Every record needs to come back as written, except for the pictures.

[Stored data]
########################################
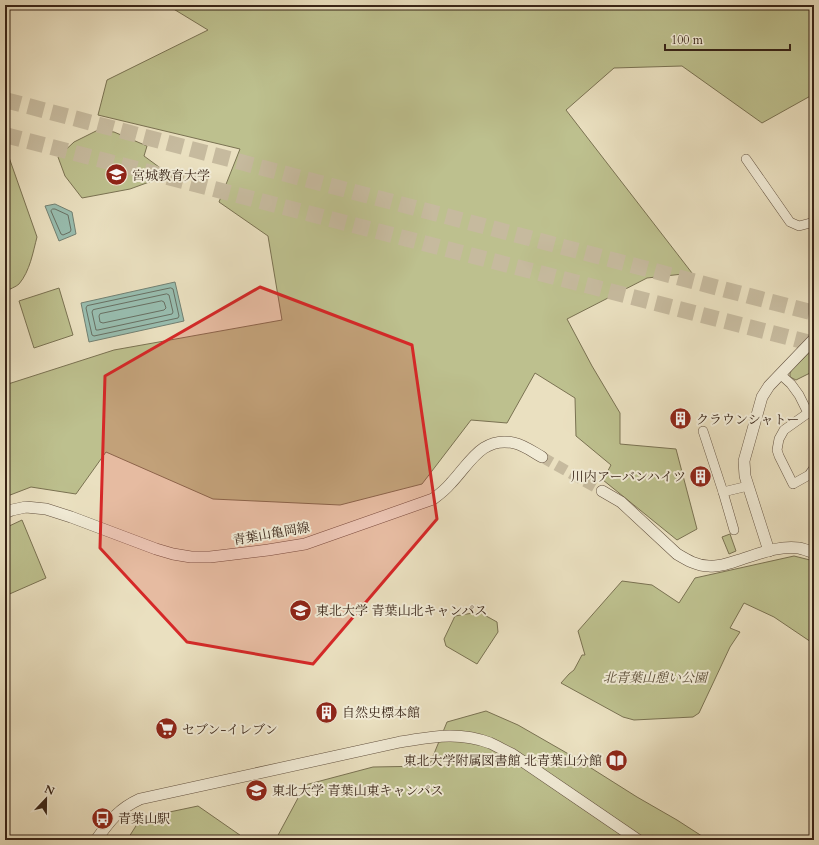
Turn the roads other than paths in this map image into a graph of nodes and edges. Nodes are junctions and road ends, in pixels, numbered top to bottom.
1 (746, 158) dead end
2 (814, 222) edge
3 (814, 339) edge
4 (780, 374) junction
5 (703, 431) dead end
6 (542, 457) tunnel mouth
7 (814, 468) edge
8 (748, 486) junction
9 (602, 491) tunnel mouth
10 (723, 492) junction
11 (5, 513) edge
12 (734, 530) dead end
13 (769, 551) junction
14 (814, 553) edge
15 (96, 840) edge
16 (638, 840) edge

1 - 2 street
3 - 4 street
4 - 7 street
4 - 8 street
5 - 10 street
6 - 11 street, 青葉山亀岡線
8 - 10 street
8 - 13 street
9 - 13 street
10 - 12 street
13 - 14 street
15 - 16 street

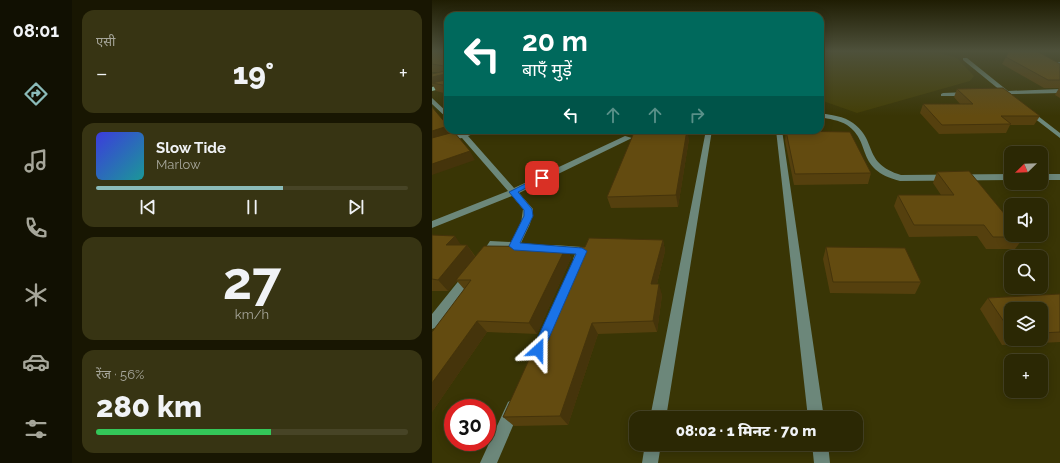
########################################
» Exercise answer:
Turn the roads other than paths in this map image into a graph of nodes and edges. Nodes are junctions and road ends, in pixels, numbered top to bottom.
1 (746, 158) dead end
2 (814, 222) edge
3 (814, 339) edge
4 (780, 374) junction
5 (703, 431) dead end
6 (542, 457) tunnel mouth
7 (814, 468) edge
8 (748, 486) junction
9 (602, 491) tunnel mouth
10 (723, 492) junction
11 (5, 513) edge
12 (734, 530) dead end
13 (769, 551) junction
14 (814, 553) edge
15 (96, 840) edge
16 (638, 840) edge

1 - 2 street
3 - 4 street
4 - 7 street
4 - 8 street
5 - 10 street
6 - 11 street, 青葉山亀岡線
8 - 10 street
8 - 13 street
9 - 13 street
10 - 12 street
13 - 14 street
15 - 16 street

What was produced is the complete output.